> **Exercise aim**:
For the entries below, report every line that includes the word "Gregory".

Stored data entries
/---

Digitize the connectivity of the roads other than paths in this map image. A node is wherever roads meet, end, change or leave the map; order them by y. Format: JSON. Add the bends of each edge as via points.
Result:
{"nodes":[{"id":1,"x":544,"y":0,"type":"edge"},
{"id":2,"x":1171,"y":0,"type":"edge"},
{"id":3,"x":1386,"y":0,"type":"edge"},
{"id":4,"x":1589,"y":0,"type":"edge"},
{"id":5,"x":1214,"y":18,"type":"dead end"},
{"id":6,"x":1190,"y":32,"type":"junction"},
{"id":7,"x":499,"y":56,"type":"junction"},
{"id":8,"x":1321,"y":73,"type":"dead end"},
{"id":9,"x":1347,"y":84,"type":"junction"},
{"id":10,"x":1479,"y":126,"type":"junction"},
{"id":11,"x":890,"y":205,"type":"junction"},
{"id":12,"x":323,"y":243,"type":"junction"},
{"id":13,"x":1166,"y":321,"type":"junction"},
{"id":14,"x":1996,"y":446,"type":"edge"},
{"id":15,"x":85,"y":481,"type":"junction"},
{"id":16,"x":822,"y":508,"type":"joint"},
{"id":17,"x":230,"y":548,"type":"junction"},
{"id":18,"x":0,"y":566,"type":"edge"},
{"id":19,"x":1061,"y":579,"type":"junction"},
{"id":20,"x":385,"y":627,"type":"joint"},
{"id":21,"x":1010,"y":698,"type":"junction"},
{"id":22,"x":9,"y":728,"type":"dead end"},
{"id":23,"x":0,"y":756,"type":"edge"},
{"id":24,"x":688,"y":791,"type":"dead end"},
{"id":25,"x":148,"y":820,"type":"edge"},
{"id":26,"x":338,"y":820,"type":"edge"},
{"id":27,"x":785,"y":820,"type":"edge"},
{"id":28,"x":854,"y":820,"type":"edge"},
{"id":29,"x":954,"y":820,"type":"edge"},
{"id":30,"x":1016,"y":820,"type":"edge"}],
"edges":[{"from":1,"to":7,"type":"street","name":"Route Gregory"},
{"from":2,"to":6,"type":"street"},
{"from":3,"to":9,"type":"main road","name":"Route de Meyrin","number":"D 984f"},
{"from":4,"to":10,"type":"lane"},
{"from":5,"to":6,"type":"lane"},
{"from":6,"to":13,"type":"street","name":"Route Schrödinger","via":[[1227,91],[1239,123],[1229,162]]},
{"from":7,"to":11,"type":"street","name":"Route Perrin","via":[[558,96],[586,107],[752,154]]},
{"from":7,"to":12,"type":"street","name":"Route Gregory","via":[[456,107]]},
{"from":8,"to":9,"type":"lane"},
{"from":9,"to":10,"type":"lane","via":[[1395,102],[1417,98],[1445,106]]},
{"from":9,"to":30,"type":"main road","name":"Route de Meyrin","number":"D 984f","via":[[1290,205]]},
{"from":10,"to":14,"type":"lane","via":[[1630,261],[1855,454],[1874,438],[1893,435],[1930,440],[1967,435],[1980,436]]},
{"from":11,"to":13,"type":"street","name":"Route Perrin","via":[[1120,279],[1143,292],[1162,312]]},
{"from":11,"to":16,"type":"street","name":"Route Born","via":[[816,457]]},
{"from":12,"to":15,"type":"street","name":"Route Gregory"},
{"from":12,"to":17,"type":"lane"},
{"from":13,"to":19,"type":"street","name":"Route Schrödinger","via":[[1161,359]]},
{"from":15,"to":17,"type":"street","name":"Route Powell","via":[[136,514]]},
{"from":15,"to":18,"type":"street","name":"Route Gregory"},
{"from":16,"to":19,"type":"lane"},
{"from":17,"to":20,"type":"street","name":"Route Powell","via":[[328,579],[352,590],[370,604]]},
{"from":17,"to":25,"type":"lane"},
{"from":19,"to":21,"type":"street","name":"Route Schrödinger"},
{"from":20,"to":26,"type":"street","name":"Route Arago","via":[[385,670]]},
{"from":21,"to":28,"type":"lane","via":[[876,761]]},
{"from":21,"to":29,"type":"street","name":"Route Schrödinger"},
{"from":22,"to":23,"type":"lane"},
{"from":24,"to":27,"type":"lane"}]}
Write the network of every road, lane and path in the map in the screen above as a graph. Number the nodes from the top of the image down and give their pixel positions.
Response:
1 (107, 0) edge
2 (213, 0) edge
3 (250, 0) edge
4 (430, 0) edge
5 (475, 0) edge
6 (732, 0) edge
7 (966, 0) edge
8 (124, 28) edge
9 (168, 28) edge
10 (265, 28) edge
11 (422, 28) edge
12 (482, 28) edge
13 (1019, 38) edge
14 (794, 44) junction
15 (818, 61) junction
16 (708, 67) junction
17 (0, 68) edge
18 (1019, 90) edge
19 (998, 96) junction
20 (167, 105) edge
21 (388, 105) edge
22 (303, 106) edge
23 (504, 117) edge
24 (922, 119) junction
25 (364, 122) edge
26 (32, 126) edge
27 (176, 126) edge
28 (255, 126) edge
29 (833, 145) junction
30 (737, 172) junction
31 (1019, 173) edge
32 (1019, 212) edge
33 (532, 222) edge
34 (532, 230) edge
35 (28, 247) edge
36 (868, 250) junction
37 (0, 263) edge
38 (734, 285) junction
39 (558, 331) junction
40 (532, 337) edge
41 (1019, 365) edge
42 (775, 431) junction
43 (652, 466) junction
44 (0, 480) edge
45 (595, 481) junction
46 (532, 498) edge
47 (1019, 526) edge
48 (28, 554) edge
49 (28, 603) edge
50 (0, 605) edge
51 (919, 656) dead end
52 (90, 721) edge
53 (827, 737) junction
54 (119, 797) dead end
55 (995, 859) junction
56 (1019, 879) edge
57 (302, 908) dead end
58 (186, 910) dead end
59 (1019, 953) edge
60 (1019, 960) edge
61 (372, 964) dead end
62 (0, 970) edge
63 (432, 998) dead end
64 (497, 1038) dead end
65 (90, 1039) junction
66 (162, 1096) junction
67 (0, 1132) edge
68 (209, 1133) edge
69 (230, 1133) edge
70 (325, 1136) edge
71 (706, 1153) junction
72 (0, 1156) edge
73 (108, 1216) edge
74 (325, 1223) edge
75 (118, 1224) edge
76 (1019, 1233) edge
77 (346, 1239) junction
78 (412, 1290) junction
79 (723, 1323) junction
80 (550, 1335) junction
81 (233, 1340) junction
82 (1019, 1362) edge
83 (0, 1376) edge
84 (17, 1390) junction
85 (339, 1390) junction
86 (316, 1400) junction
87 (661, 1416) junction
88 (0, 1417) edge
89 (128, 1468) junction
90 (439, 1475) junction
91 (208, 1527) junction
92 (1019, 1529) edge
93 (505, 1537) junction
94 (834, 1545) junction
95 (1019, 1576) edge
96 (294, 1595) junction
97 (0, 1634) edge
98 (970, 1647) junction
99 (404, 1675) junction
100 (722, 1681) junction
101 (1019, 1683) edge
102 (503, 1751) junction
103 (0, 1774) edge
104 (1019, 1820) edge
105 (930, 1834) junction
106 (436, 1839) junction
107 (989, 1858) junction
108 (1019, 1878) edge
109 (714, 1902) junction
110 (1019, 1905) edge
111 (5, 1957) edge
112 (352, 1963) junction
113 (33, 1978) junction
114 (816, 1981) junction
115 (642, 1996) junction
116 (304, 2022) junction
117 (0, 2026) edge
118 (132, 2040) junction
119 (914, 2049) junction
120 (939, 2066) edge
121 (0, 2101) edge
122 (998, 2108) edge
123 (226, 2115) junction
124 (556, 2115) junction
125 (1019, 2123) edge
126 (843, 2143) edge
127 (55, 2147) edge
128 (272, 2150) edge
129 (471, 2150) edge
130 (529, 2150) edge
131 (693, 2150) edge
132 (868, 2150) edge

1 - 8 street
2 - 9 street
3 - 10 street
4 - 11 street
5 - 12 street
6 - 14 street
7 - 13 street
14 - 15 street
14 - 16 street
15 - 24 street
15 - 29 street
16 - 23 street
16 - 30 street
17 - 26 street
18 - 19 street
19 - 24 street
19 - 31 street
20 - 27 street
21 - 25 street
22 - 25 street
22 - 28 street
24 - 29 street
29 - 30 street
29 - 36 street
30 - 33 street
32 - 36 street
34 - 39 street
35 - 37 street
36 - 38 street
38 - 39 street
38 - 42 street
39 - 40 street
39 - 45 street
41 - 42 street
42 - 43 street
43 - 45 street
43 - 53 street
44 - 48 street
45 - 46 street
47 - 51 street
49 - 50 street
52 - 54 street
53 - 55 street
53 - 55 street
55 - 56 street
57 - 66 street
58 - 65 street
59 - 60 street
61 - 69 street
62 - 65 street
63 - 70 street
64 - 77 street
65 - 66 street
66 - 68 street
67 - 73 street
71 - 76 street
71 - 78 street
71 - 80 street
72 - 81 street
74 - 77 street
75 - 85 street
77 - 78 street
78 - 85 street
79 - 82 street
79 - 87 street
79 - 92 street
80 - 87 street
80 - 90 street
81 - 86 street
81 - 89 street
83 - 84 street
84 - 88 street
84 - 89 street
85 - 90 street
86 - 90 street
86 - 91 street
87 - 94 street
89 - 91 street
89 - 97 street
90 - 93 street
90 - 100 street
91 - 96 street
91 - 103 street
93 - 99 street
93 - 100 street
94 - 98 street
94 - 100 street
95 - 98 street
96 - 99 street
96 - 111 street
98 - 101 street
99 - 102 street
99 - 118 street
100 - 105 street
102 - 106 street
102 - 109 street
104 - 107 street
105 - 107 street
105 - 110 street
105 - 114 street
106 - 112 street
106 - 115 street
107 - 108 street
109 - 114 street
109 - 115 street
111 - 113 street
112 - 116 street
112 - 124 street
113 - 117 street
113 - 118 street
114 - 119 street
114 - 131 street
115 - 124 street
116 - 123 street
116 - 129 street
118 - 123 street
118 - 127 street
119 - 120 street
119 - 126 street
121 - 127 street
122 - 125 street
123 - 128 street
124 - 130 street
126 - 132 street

\---

> **Task output**:
"edges":[{"from":1,"to":7,"type":"street","name":"Route Gregory"},
{"from":7,"to":12,"type":"street","name":"Route Gregory","via":[[456,107]]},
{"from":12,"to":15,"type":"street","name":"Route Gregory"},
{"from":15,"to":18,"type":"street","name":"Route Gregory"},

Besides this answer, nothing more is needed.